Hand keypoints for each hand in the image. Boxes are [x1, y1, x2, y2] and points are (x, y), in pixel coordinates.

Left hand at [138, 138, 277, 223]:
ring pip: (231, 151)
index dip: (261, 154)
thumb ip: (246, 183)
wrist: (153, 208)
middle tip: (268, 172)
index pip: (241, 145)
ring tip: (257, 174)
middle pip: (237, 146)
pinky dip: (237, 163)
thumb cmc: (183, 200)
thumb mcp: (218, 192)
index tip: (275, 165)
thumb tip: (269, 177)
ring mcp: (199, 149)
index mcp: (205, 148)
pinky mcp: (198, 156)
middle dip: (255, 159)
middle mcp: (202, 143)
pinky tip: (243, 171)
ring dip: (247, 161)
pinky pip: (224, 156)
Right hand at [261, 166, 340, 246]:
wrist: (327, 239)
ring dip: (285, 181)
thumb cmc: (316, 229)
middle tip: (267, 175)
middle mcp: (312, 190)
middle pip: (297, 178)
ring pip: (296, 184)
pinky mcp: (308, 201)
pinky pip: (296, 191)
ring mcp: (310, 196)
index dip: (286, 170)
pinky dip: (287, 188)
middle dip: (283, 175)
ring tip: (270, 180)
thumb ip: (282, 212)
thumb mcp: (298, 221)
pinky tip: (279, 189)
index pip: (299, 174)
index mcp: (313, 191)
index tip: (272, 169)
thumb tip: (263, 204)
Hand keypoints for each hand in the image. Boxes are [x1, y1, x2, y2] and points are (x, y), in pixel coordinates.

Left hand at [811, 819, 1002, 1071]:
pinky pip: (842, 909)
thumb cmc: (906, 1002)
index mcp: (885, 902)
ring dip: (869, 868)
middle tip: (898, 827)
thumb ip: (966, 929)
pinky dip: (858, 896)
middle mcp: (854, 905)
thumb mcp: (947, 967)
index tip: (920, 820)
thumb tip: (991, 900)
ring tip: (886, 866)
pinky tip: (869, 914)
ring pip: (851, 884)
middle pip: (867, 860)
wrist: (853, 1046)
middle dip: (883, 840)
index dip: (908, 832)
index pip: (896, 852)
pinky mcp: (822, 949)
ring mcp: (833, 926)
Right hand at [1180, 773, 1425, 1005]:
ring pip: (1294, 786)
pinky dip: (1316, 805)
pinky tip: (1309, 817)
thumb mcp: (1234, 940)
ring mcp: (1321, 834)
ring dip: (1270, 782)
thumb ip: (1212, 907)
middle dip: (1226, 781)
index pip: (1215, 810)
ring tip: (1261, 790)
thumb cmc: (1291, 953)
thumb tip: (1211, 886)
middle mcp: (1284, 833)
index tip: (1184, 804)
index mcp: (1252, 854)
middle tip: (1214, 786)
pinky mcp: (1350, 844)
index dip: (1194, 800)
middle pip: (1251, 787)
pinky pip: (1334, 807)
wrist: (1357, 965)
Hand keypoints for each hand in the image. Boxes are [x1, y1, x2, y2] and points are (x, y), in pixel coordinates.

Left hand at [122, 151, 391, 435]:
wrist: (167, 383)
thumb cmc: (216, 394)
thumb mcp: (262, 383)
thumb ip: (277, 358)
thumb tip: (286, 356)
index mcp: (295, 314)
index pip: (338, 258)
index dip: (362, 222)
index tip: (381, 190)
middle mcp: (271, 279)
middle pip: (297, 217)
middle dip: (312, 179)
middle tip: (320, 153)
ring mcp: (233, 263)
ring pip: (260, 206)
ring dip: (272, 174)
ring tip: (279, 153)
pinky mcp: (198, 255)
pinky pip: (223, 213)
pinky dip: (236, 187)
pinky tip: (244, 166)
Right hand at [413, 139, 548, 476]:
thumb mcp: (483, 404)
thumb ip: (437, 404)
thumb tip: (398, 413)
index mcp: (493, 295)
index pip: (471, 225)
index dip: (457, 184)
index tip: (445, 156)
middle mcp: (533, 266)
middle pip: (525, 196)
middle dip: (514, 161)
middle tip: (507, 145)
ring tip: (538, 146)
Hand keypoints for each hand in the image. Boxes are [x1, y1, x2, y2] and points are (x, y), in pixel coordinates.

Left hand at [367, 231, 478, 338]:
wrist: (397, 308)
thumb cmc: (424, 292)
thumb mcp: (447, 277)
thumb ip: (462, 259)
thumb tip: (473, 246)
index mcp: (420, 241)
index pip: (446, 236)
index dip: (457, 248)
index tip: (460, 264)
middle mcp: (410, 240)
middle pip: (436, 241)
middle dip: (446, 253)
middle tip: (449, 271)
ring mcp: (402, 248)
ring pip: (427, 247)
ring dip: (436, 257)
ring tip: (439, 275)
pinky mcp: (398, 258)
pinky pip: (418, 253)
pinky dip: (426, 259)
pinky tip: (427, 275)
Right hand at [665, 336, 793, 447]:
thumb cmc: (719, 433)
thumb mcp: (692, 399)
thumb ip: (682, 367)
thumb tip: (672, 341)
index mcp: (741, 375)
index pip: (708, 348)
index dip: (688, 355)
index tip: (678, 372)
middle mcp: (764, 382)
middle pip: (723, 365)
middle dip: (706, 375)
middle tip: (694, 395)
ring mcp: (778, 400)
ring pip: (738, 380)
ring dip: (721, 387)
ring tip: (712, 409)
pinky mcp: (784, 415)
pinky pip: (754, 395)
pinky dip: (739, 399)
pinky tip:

____

§ Required work
The whole listing should be copied verbatim.

§ Output of the task
Hand keypoints for each hand in the image. Boxes are [x1, y1, x2, y2] and points are (x, y), in pixel coordinates.

Left hand at [138, 138, 277, 223]:
ring pip: (231, 151)
index dip: (261, 154)
thumb ip: (246, 183)
wrist: (153, 208)
middle tip: (268, 172)
index pip: (241, 145)
ring tip: (257, 174)
middle pip: (237, 146)
pinky dip: (237, 163)
thumb cmc: (183, 200)
thumb mcp: (218, 192)
index tip: (275, 165)
thumb tip: (269, 177)
ring mcp: (199, 149)
index mcp: (205, 148)
pinky mcp: (198, 156)
middle dip: (255, 159)
middle mcp: (202, 143)
pinky tip: (243, 171)
ring dip: (247, 161)
pinky pip: (224, 156)
Right hand at [261, 166, 340, 246]:
wrist: (327, 239)
ring dip: (285, 181)
thumb cmc: (316, 229)
middle tip: (267, 175)
middle mcp: (312, 190)
middle pip: (297, 178)
ring pip: (296, 184)
pinky mcp: (308, 201)
pinky pip: (296, 191)
ring mcp: (310, 196)
index dip: (286, 170)
pinky dip: (287, 188)
middle dip: (283, 175)
ring tip: (270, 180)
thumb ip: (282, 212)
thumb mcp: (298, 221)
pinky tip: (279, 189)
index pip: (299, 174)
index mcp: (313, 191)
index tip: (272, 169)
thumb tip: (263, 204)
Hand keypoints for each hand in the image. Boxes are [x1, y1, x2, y2] and points are (x, y), in pixel coordinates.

Left hand at [811, 819, 1002, 1071]:
pinky pip: (842, 909)
thumb cmc: (906, 1002)
index mcp: (885, 902)
ring dip: (869, 868)
middle tip: (898, 827)
thumb ip: (966, 929)
pinky dip: (858, 896)
middle mcp: (854, 905)
thumb mcp: (947, 967)
index tip: (920, 820)
thumb tip: (991, 900)
ring tip: (886, 866)
pinky tip: (869, 914)
ring pip: (851, 884)
middle pip: (867, 860)
wrist: (853, 1046)
middle dip: (883, 840)
index dip: (908, 832)
index pip: (896, 852)
pinky mcp: (822, 949)
ring mcp: (833, 926)
Right hand at [1180, 773, 1425, 1005]:
ring pip: (1294, 786)
pinky dip: (1316, 805)
pinky tip: (1309, 817)
thumb mcp: (1234, 940)
ring mcp: (1321, 834)
ring dip: (1270, 782)
thumb ip: (1212, 907)
middle dip: (1226, 781)
index pip: (1215, 810)
ring tip: (1261, 790)
thumb cmc: (1291, 953)
thumb tip: (1211, 886)
middle mcp: (1284, 833)
index tip: (1184, 804)
index mcp: (1252, 854)
middle tip: (1214, 786)
pinky mcp: (1350, 844)
index dip: (1194, 800)
middle pip: (1251, 787)
pinky pip: (1334, 807)
wrist: (1357, 965)
Hand keypoints for each hand in the image. Boxes are [x1, y1, x2, y2] and points are (x, y), in pixel coordinates.

Left hand at [122, 151, 391, 435]:
wrist: (167, 383)
thumb cmc: (216, 394)
thumb mcp: (262, 383)
thumb ip: (277, 358)
thumb tip: (286, 356)
index mcp: (295, 314)
index pip: (338, 258)
index dip: (362, 222)
index tip: (381, 190)
middle mcp: (271, 279)
middle pip: (297, 217)
middle dip: (312, 179)
middle tip: (320, 153)
ring mcp: (233, 263)
ring pip: (260, 206)
ring dip: (272, 174)
ring tip: (279, 153)
pinky mcp: (198, 255)
pinky pip: (223, 213)
pinky dip: (236, 187)
pinky tip: (244, 166)
Right hand at [413, 139, 548, 476]:
thumb mcp: (483, 404)
thumb ip: (437, 404)
thumb tip: (398, 413)
index mcp: (493, 295)
index pip: (471, 225)
index dip: (457, 184)
index tip: (445, 156)
middle mcp: (533, 266)
middle pip: (525, 196)
middle dip: (514, 161)
middle tip: (507, 145)
ring tip: (538, 146)
Hand keypoints for each hand in the image. Boxes are [x1, y1, x2, y2] and points are (x, y), in pixel coordinates.

Left hand at [367, 231, 478, 338]:
wrist: (397, 308)
thumb cmc: (424, 292)
thumb mcp: (447, 277)
thumb ip: (462, 259)
thumb tip: (473, 246)
index mcp: (420, 241)
index pip: (446, 236)
index dip: (457, 248)
index tip: (460, 264)
middle mcp: (410, 240)
middle pip: (436, 241)
middle dip: (446, 253)
middle tip: (449, 271)
ring mcp: (402, 248)
ring pip: (427, 247)
ring dip: (436, 257)
ring tip: (439, 275)
pinky mcp: (398, 258)
pinky pip: (418, 253)
pinky dip: (426, 259)
pinky tip: (427, 275)
Right hand at [665, 336, 793, 447]:
thumb cmc: (719, 433)
thumb mcp: (692, 399)
thumb ip: (682, 367)
thumb tip: (672, 341)
index mcp: (741, 375)
index pip: (708, 348)
index dip: (688, 355)
index tip: (678, 372)
middle mcp: (764, 382)
middle pip: (723, 365)
middle dip: (706, 375)
middle tip: (694, 395)
ring mcp: (778, 400)
ring pip: (738, 380)
ring dip: (721, 387)
ring tip: (712, 409)
pinky mcp: (784, 415)
pinky pip: (754, 395)
pinky dip: (739, 399)
pinky tip:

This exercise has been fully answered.